2. Patch context: The freshwater ecosystem is embedded in a complex terrestrial mosaic (e.g., soils, geology, and land use/cover) that has been shown to drive many within-ecosystem features and processes such as water chemistry, species richness, and primary and secondary productivity.
3. Patch connectivity and directionality: The complex freshwater mosaic is connected to the particular patch of interest and defines the degree to which materials and organisms move across the landscape through freshwater connections. For freshwater ecosystems, these connections often display a strong directionality component that must be explicitly considered. For example, a specific wetland can be connected through groundwater to other wetlands or lakes, or through surface water connections directly to lakes and rivers, or both, and the directionality of those connections will strongly impact the movement of nutrients and biota.
4. Spatial scale and hierarchy: Interactions among terrestrial and freshwater elements occur at multiple spatial scales that must be considered hierarchically. The explicit integration of hierarchy into landscape limnology is important because (a) many freshwater ecosystems are hierarchically organized and controlled by processes that are hierarchically organized, (b) most freshwater ecosystems are managed at multiple spatial scales, from policy set at the national level, to land management conducted at local scales, and (c) the degree of homogeneity among freshwater ecosystems can change in relation to the scale of observation.

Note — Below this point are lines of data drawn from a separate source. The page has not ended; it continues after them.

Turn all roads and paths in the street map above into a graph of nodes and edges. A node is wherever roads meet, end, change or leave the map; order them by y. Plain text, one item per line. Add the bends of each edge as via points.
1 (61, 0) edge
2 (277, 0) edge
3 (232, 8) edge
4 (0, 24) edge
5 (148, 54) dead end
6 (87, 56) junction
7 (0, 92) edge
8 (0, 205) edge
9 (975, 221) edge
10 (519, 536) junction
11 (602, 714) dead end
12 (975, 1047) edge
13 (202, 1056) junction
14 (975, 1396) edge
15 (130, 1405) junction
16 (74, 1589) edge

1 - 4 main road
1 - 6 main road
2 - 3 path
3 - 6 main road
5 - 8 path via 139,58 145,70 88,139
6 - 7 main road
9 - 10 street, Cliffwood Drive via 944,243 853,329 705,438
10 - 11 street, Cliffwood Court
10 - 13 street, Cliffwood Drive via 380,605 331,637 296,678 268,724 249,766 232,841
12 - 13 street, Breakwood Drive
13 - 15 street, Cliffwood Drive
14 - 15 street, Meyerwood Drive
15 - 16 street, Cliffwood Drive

==Contributions to other fields==

Findings from landscape limnology research are contributing to many facets of aquatic ecosystem research, management, and conservation. Landscape limnology is especially relevant for geographical areas with thousands of ecosystems (i.e. lake-rich regions of the world), in situations with a range of human disturbances, or when considering lakes, streams, and wetlands that are connected to other such ecosystems.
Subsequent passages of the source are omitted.